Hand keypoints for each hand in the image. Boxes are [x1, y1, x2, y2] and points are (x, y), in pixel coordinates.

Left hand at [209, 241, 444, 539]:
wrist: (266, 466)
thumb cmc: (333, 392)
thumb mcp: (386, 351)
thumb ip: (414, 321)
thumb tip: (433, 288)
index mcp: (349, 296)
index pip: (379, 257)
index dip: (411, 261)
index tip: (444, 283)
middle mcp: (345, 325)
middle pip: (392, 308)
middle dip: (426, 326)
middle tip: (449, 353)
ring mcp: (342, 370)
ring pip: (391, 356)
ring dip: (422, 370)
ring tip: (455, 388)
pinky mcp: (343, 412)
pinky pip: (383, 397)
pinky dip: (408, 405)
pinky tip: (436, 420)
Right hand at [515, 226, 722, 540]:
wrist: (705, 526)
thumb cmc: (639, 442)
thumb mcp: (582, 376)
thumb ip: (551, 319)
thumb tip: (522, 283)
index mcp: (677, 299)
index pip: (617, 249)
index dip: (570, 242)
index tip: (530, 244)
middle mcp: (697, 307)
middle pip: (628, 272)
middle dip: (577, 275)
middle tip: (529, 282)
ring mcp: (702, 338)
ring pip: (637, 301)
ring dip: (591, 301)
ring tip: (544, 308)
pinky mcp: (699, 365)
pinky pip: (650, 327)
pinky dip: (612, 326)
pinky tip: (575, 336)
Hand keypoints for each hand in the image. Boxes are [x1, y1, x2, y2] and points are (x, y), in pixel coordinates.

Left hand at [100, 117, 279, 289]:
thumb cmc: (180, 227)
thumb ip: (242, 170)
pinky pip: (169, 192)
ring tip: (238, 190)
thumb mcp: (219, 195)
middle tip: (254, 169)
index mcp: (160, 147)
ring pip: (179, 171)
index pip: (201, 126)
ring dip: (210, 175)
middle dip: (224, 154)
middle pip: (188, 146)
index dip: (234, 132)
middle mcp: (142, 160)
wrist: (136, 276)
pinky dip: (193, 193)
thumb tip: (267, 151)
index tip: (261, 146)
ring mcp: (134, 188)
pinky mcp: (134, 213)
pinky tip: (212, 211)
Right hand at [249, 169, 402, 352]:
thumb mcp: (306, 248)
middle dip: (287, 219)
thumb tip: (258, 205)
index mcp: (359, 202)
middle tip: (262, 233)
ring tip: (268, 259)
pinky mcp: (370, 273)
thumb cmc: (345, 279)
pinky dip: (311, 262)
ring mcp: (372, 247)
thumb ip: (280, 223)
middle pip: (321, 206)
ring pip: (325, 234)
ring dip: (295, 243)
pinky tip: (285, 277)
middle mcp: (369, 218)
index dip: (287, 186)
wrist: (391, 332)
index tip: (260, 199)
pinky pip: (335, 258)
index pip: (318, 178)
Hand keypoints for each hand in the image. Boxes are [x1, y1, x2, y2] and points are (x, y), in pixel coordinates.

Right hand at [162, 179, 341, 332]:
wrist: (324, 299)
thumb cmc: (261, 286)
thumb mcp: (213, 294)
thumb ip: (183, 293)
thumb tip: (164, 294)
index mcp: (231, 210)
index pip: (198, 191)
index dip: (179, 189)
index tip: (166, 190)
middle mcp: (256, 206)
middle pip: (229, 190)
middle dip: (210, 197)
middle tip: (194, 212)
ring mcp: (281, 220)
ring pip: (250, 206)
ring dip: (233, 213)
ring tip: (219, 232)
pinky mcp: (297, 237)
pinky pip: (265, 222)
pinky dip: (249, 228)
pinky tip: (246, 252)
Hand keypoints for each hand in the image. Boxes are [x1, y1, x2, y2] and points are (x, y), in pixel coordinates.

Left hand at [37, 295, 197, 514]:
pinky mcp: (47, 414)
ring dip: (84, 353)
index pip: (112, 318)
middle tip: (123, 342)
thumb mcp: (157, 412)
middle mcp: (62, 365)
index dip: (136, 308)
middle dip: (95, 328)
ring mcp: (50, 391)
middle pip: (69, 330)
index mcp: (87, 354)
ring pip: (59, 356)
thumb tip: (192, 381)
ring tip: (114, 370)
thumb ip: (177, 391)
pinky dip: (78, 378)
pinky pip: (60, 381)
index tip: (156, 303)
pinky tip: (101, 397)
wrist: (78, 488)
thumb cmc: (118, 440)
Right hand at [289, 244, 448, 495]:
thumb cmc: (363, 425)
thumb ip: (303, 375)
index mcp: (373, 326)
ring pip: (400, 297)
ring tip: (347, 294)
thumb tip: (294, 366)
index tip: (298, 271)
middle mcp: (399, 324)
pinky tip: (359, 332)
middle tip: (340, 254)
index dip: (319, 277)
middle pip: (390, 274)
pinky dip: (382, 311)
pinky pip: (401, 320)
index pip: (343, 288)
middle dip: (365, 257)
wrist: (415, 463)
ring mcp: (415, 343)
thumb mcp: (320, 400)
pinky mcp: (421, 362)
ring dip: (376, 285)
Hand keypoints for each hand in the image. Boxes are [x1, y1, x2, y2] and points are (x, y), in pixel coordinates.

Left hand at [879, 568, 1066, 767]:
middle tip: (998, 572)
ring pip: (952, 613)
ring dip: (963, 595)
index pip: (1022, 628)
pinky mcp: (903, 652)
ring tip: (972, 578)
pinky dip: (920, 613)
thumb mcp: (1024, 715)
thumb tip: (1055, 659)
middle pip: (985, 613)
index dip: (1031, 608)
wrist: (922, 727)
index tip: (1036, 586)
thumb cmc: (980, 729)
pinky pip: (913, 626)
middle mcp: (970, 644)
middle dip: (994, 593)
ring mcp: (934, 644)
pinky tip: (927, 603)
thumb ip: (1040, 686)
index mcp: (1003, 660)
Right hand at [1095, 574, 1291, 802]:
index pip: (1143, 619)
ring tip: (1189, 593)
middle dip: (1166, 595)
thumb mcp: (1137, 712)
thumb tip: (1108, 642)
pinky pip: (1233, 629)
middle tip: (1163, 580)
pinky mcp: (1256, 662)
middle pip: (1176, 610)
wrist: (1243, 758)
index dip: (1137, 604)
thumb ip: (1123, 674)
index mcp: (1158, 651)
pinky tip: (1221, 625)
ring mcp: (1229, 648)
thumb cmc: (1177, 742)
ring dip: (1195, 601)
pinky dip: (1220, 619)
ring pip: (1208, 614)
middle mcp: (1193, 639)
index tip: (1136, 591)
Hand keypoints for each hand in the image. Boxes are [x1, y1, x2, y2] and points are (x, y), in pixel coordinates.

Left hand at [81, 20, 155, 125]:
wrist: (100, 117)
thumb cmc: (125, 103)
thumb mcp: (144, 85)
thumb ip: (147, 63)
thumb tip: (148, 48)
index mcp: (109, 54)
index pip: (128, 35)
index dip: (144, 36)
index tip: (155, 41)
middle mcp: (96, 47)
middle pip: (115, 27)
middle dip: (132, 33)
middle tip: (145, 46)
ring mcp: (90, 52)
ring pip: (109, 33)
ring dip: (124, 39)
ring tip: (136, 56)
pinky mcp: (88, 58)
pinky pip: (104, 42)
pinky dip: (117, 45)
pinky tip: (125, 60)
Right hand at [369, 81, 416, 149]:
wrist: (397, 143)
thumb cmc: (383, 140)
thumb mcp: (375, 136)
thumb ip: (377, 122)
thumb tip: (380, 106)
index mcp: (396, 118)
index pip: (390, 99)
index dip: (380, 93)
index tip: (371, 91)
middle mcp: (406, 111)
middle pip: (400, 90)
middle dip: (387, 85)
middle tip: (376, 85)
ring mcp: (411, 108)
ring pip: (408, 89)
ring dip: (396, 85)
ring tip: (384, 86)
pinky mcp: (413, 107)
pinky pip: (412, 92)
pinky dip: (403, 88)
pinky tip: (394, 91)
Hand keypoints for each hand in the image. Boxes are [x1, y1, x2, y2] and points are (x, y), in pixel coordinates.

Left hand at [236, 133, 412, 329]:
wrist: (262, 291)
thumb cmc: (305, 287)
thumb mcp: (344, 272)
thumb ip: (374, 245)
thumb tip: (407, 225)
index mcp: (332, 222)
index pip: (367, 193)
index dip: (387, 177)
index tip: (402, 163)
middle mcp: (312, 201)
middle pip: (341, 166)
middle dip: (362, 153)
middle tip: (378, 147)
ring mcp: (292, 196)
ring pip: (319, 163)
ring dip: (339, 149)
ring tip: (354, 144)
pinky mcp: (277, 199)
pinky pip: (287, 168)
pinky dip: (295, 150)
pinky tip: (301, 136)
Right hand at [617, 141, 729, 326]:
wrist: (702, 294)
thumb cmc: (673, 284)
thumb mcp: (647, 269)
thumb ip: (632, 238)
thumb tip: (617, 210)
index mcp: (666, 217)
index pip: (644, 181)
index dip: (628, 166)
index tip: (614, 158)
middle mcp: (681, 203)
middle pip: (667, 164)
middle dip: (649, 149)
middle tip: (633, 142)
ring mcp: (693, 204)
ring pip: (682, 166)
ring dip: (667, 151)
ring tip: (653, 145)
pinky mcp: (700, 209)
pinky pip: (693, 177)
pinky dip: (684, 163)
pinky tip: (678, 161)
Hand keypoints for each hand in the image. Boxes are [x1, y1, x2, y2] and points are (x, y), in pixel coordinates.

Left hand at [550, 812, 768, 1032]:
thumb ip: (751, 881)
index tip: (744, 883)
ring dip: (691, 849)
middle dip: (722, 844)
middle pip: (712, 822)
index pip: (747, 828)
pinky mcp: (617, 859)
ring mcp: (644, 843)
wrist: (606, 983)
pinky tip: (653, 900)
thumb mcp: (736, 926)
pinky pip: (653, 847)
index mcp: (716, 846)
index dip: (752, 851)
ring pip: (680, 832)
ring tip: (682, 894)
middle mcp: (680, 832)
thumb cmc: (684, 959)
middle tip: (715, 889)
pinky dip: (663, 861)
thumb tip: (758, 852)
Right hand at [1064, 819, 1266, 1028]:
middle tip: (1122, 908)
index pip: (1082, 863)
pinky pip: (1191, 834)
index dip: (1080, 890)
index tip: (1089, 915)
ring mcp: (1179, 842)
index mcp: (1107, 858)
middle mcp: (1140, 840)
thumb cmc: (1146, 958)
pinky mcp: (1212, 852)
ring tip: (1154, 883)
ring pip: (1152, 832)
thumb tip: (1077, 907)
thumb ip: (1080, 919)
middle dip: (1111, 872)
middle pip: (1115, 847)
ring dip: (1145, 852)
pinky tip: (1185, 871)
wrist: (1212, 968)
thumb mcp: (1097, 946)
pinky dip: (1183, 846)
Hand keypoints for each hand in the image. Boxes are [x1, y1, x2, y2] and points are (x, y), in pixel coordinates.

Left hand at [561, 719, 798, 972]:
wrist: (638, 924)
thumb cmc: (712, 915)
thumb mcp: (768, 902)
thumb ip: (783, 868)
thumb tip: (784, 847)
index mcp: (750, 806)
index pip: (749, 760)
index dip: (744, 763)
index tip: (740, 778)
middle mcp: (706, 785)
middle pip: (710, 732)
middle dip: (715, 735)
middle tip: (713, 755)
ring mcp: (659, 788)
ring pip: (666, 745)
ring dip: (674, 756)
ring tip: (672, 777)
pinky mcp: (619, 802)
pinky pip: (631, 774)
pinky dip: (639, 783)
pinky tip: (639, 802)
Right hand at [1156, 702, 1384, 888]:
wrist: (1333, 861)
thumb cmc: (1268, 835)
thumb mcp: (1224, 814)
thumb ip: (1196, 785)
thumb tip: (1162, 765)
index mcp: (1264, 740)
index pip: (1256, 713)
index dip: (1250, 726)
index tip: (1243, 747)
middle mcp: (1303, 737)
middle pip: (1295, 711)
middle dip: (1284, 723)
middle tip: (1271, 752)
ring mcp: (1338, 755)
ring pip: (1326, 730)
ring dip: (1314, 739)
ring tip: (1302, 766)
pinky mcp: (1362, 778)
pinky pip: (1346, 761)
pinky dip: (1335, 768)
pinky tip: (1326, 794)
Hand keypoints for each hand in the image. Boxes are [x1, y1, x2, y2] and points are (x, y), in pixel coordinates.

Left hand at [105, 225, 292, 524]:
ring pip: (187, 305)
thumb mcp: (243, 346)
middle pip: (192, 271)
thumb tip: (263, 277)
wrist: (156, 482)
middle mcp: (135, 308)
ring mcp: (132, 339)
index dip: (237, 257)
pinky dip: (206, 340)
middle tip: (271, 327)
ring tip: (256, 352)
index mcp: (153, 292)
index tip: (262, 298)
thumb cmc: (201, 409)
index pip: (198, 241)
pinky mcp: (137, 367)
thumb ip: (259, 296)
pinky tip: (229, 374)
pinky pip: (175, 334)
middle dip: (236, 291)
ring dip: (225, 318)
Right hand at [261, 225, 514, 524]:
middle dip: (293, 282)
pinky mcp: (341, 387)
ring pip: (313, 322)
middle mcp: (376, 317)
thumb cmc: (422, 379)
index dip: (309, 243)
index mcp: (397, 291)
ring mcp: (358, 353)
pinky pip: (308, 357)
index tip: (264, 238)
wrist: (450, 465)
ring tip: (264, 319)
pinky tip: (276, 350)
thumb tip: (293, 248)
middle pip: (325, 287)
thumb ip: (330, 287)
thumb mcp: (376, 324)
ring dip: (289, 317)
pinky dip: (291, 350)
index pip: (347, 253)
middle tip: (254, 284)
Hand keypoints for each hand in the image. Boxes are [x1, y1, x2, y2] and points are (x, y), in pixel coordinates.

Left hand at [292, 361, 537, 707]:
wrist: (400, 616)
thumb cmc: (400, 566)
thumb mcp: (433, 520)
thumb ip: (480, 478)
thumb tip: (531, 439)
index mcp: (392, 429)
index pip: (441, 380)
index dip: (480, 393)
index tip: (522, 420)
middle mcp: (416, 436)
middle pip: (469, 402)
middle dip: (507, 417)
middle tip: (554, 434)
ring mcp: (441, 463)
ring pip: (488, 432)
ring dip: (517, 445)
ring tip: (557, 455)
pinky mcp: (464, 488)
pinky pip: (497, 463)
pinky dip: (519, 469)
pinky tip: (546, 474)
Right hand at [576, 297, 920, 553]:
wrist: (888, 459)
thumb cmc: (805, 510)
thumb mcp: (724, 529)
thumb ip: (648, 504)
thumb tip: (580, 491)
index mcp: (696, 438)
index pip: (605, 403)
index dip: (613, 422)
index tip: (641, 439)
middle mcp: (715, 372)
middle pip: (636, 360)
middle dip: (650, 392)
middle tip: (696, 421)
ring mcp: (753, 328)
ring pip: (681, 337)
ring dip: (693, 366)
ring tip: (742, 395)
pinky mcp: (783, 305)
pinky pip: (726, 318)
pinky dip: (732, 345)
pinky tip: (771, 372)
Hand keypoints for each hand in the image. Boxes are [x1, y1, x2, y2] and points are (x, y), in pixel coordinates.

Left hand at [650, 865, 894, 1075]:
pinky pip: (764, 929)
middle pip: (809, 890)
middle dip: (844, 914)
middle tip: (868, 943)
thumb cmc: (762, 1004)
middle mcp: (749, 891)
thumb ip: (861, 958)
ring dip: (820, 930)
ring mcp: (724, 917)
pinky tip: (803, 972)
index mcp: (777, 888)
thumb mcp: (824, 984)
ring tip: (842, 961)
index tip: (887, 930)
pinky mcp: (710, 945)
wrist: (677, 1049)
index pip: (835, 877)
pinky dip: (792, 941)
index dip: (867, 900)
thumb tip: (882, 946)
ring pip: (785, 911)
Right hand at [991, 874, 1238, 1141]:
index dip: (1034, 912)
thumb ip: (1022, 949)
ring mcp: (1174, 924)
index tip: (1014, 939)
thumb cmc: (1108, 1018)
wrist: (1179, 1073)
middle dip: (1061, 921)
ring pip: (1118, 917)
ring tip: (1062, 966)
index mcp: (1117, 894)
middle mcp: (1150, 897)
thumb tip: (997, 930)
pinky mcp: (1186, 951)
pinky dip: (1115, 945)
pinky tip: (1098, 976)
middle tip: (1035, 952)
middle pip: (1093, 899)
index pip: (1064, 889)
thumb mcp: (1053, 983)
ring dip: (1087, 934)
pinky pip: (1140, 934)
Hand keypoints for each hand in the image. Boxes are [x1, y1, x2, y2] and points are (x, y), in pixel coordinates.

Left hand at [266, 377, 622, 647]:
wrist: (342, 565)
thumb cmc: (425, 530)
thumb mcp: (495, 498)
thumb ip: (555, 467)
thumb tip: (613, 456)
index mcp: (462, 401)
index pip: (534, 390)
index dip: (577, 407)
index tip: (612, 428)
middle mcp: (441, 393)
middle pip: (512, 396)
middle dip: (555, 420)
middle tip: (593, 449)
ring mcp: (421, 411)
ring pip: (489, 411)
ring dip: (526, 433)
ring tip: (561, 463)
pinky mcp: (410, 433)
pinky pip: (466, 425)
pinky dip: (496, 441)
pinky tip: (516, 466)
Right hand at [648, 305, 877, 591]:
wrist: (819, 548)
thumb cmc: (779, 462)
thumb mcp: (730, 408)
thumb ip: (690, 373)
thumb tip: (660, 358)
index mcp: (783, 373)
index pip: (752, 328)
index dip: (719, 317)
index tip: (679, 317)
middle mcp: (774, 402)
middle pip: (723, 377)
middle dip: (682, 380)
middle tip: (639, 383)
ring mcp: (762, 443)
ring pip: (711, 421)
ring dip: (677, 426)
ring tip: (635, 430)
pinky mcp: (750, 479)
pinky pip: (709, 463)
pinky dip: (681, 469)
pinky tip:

--- WHAT THIS TASK INVOLVES ---
Only the lines above starting at the one containing "middle dip: (387, 85)" and ending at the one containing "middle dip: (362, 153)", both included, are to be returned, exactly as they read.

--- TASK SOLUTION ---
middle dip: (387, 85)
middle tip: (376, 85)
ring mcp: (411, 108)
ring pip: (408, 89)
ring dip: (396, 85)
ring tip: (384, 86)
pinky mcp: (413, 107)
pinky pip: (412, 92)
pinky dip: (403, 88)
pinky tip: (394, 91)
Hand keypoints for each hand in the image. Boxes are [x1, y1, x2, y2] and points are (x, y), in pixel coordinates.

Left hand at [236, 133, 412, 329]:
wrist: (262, 291)
thumb cmc: (305, 287)
thumb mcp: (344, 272)
thumb ip: (374, 245)
thumb tip: (407, 225)
index mcp: (332, 222)
index pip: (367, 193)
index dip: (387, 177)
index tip: (402, 163)
middle mcp: (312, 201)
middle pip: (341, 166)
middle dip: (362, 153)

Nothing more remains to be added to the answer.